予算面では、視線が気になる範囲だけ塀にして、残りはフェンスや植栽と組み合わせる部分採用でも抑えられます。塀は面積で費用が伸びるので、何を優先するかを先に決めておくと迷いません。我が家は視線の遮断を最優先にして、外構予算の多くを塀に振りました。優先順位がはっきりしていれば、この費用でも納得して選べると思います。
外観と馴染む塀を選ぶ
塀を選ぶとき意識したのは、家の外観から浮かないことでした。塀は面積が大きいぶん、色や質感が安っぽいと家全体の印象まで下げてしまいます。

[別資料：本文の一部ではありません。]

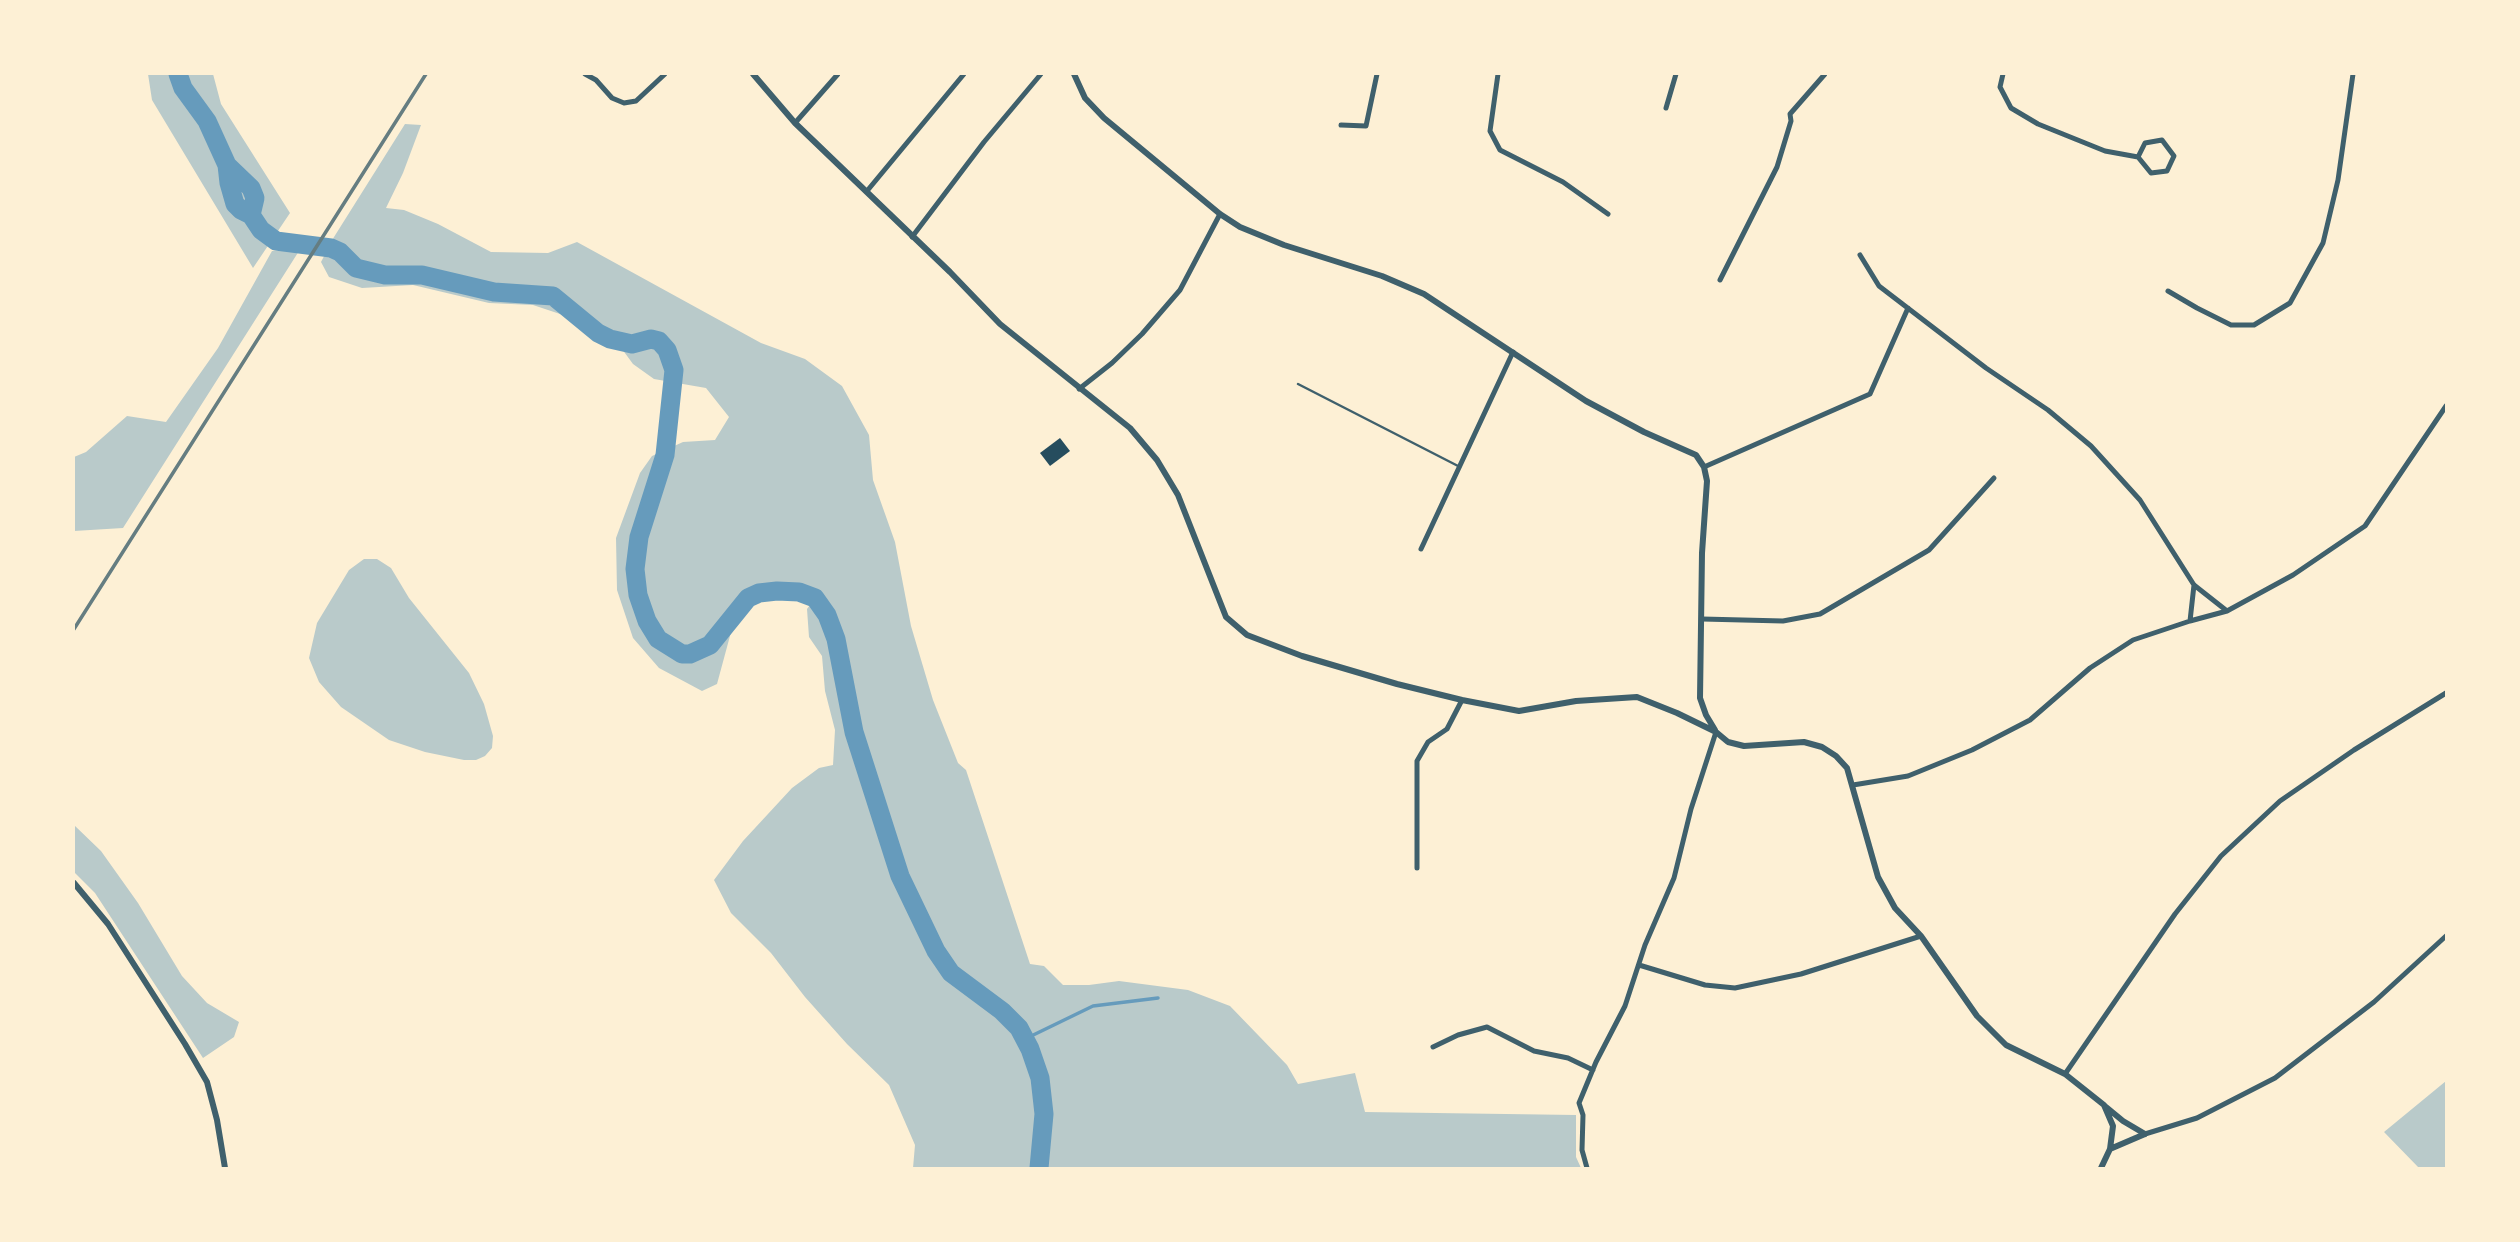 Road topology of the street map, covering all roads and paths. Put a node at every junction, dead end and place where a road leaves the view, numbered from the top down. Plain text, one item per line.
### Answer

逆に、外壁やサッシのトーンと合わせると、塀があることで外観に落ち着きと統一感が出ます。我が家は外壁となじむ色味を選び、のっぺりしないよう表面に質感のあるタイプにしました。
もうひとつ大事なのが、地震や強風への強さです。背の高い塀は、施工がしっかりしていないと倒壊のリスクがあります。基礎や下地をきちんと作ってもらえるか、重さに見合った施工方法かは、契約前に必ず確認しておきたいポイントです。見た目だけで選ばず、安全性まで含めて検討するのがおすすめです。
まとめ:視線を気にしない暮らしは、塀で買えた
高さ1.8mの目隠し塀は、視線遮断・防犯・デザインをまとめて満たしてくれました。カーテンを開けたまま過ごせるリビングの開放感は、毎日のことなので満足度が高いです。枯葉の罠という誤算はありつつも、また家を建てるとしても同じ選択をすると思います。南に大きな窓を計画している方は、窓とセットで塀まで設計するのがおすすめです。